## Task to complete
Comb the records below for the string "Avenue" and copy each line where it turns up.

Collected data
───
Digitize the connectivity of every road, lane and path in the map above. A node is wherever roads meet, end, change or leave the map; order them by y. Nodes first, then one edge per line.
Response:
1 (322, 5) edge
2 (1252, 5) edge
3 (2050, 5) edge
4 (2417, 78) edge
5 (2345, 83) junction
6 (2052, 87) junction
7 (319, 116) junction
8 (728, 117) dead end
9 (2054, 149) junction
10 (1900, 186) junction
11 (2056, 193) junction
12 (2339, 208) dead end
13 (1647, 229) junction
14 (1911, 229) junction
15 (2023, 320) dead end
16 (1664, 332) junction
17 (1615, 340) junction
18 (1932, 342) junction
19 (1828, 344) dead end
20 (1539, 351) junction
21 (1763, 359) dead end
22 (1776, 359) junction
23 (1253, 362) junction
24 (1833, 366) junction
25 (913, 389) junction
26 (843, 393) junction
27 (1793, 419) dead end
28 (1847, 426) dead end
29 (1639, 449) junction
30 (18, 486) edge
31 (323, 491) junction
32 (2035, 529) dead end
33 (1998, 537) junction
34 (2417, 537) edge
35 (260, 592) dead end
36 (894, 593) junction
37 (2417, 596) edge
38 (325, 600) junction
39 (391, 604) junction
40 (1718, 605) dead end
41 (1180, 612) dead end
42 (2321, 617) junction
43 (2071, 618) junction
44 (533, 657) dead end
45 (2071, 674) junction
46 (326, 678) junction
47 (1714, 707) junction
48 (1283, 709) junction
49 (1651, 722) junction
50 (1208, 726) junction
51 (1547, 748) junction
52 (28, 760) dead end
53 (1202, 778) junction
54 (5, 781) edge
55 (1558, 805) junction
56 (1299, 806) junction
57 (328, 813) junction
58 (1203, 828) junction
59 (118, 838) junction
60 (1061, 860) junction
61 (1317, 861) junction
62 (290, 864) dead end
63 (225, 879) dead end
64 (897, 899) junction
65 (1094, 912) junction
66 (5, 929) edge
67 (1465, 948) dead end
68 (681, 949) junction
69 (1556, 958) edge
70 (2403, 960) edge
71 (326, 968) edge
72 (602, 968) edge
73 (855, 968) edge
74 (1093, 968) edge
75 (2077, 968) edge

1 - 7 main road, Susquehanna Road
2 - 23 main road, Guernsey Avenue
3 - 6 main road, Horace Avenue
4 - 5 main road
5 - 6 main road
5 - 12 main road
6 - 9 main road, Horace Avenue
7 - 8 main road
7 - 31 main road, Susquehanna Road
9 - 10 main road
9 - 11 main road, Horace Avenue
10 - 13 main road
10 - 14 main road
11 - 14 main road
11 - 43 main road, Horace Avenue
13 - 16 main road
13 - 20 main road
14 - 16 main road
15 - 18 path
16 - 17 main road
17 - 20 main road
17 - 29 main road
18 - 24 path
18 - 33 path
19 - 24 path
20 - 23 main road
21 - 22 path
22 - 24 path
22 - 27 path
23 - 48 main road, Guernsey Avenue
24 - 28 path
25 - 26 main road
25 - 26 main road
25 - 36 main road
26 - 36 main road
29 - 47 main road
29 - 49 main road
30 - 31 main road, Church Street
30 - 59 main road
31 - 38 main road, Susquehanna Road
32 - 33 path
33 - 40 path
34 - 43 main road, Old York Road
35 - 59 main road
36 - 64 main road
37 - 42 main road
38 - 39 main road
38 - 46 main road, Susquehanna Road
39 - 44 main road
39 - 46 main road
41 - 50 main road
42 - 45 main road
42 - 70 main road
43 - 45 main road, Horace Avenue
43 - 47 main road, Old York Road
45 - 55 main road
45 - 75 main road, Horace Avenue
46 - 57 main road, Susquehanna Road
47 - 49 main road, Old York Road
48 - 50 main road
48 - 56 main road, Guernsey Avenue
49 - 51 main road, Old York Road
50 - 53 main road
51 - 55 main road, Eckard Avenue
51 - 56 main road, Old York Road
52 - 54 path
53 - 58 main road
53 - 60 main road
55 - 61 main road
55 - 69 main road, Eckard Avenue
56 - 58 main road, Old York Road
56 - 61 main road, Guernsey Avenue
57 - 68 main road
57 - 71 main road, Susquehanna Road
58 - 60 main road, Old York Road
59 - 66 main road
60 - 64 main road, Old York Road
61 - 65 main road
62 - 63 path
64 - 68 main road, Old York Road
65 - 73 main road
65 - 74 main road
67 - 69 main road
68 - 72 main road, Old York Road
───
## Answer to this problem
2 - 23 main road, Guernsey Avenue
3 - 6 main road, Horace Avenue
6 - 9 main road, Horace Avenue
9 - 11 main road, Horace Avenue
11 - 43 main road, Horace Avenue
23 - 48 main road, Guernsey Avenue
43 - 45 main road, Horace Avenue
45 - 75 main road, Horace Avenue
48 - 56 main road, Guernsey Avenue
51 - 55 main road, Eckard Avenue
55 - 69 main road, Eckard Avenue
56 - 61 main road, Guernsey Avenue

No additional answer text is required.